IMO will continue to support the implementation of the recommendations in annex 1 to resolution 1 of the IMO Conference on Search and Rescue (SAR) and the Global Maritime Distress and Safety System (GMDSS), held in Florence, Italy in October 2000, which led to the establishment of five Regional Maritime Rescue Centres (RMRCCs) and 26 Maritime Rescue Sub-Centres (MRSCs) in total for the African countries bordering the Atlantic and Indian Oceans.
Strengthening national and regional capacities remains the cornerstone of the Integration of Women in the Maritime Sector (IWMS) Programme, placing particular emphasis on gender specific fellowships which represent a practical mechanism for reinforcing access to training opportunities for women in developing countries. One of the outcomes of this approach is the identification and selection of women for career development opportunities in maritime administrations, ports and maritime training institutes.

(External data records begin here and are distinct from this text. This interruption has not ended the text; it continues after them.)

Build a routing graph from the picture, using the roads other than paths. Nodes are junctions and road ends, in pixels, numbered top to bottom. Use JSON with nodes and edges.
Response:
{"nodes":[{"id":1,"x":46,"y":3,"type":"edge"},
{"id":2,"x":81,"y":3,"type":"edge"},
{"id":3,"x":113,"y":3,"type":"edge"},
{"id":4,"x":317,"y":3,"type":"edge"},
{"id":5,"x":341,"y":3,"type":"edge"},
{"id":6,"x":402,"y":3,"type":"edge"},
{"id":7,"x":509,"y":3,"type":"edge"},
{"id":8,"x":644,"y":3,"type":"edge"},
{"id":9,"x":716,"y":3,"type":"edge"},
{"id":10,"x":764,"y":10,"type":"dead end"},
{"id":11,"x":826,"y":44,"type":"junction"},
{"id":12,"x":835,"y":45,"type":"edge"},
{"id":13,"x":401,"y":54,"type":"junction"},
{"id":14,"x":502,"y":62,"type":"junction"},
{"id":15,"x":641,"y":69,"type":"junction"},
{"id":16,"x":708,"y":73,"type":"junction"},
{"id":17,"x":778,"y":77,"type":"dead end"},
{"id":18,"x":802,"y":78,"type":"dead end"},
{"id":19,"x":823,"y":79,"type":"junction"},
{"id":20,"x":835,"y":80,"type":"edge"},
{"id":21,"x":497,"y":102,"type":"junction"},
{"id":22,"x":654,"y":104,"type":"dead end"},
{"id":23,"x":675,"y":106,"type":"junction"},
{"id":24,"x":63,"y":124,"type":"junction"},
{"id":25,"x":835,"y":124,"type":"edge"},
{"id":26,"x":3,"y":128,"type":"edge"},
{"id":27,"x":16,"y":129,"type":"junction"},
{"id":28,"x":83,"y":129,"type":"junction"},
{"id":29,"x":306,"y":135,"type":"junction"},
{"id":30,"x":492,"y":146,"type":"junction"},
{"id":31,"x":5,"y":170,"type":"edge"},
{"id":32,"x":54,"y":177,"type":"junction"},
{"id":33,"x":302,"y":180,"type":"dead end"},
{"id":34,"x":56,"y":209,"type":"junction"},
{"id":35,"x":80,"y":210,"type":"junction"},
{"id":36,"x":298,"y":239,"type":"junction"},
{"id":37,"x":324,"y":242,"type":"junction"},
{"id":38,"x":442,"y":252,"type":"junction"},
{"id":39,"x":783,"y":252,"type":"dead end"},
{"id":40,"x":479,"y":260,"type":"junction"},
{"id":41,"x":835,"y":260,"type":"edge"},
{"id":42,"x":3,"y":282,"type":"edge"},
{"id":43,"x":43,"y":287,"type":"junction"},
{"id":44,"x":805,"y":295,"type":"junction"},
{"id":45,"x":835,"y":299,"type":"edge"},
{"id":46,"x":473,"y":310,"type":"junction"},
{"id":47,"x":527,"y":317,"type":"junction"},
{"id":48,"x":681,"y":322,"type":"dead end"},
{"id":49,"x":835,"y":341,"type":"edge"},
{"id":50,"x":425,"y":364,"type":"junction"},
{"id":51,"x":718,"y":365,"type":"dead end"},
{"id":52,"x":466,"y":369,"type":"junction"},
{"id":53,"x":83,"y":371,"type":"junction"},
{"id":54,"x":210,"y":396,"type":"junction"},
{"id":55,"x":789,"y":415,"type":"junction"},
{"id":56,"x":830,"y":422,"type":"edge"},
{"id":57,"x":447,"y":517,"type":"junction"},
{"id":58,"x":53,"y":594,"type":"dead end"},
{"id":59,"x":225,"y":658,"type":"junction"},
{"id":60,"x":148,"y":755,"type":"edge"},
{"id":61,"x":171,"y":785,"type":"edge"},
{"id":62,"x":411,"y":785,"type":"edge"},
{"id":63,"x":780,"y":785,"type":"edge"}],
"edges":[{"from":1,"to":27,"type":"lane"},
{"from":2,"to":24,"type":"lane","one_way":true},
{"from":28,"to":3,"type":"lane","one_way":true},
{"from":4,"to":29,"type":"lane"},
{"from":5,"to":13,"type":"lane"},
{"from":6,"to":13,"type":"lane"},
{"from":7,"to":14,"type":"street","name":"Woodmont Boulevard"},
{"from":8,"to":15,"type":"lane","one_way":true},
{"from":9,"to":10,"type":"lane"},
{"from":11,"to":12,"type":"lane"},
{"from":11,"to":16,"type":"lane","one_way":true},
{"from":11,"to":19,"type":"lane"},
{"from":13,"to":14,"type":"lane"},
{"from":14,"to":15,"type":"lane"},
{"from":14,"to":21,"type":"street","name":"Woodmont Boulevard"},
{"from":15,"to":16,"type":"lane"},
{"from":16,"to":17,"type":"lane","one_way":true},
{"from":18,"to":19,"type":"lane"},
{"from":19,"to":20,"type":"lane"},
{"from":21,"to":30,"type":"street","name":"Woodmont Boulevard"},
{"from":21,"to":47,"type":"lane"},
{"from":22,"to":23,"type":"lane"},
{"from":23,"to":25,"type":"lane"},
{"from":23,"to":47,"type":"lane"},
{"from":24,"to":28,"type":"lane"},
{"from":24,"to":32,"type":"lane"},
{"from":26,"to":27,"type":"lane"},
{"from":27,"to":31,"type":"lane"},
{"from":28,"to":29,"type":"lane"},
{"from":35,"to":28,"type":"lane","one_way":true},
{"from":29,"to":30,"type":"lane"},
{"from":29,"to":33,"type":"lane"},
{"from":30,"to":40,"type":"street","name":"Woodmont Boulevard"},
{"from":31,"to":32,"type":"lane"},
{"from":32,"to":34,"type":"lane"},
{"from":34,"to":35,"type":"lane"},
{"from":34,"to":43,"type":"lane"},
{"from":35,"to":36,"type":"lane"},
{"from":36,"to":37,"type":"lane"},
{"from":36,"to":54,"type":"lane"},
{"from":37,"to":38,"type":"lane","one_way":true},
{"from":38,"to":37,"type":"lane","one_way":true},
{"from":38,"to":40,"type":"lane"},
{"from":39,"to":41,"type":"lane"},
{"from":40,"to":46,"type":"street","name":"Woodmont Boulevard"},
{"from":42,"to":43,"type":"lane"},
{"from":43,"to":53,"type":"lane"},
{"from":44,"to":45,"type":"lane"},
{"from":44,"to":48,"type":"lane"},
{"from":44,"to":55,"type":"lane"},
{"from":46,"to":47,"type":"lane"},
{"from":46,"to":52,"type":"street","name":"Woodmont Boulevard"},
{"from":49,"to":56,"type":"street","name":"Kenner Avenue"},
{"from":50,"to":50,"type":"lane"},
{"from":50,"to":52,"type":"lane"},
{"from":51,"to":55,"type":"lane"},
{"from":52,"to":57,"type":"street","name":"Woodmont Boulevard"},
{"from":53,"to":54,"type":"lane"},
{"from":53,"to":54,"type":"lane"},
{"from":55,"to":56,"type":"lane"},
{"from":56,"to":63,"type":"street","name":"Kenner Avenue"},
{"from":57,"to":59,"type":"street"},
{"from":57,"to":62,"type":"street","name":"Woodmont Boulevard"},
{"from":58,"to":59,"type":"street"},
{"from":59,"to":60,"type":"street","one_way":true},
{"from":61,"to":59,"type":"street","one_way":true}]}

The Association of Women managers in the Maritime Sector in East and Southern Africa (WOMESA)
, launched through the IWMS Programme in December 2007, continued to build national capacities by supporting the establishment of national chapters in Namibia and the United Republic of Tanzania. Feedback from the associations shows that the regional context is strengthened considerably when the participating countries include representation from local associations whose work in the field does much to enhance the visibility and recognition of women in their respective maritime administrations. A meeting of female maritime administrators was conducted jointly by WOMESA and IMO in December 2011, around the subject of "Changing the face of maritime administration". Hosted by Mauritius, the meeting included participants from Burundi, Eritrea, Ethiopia, Kenya, Madagascar, Malawi, Mauritius, Mozambique, Namibia, Seychelles and
the United Republic of Tanzania. Major issues under discussion, within the context of regional cooperation in East and Southern Africa, included dangers posed by piracy in the Indian Ocean waters and maritime education and research.
Human resource capacity-building
As at the end of May 2012, seven hundred and eighty four (784) African students had been trained at the World Maritime University (WMU)
since 1984, representing some 24.2% of the total number of WMU graduates worldwide and one hundred and sixty four (164) have, so far, graduated from the IMO International Maritime Law Institute (IMLI)
, representing some 30.9% of the total number of students worldwide since 1989.
There are thirteen (13) maritime training centres in Africa (including one Regional Maritime Academy and one Regional Maritime University) providing training for most of the seafarers in the shipping industry. IMO has, over the years, provided technical assistance to a number of African countries to assist them in meeting requirements on the implementation of the International Convention on Standards of Training, Certification and Watchkeeping for Seafarers, 1978, as amended (1978 STCW Convention, as amended). As a result, eighteen (18) countries appeared on the “White List” as at June 2012.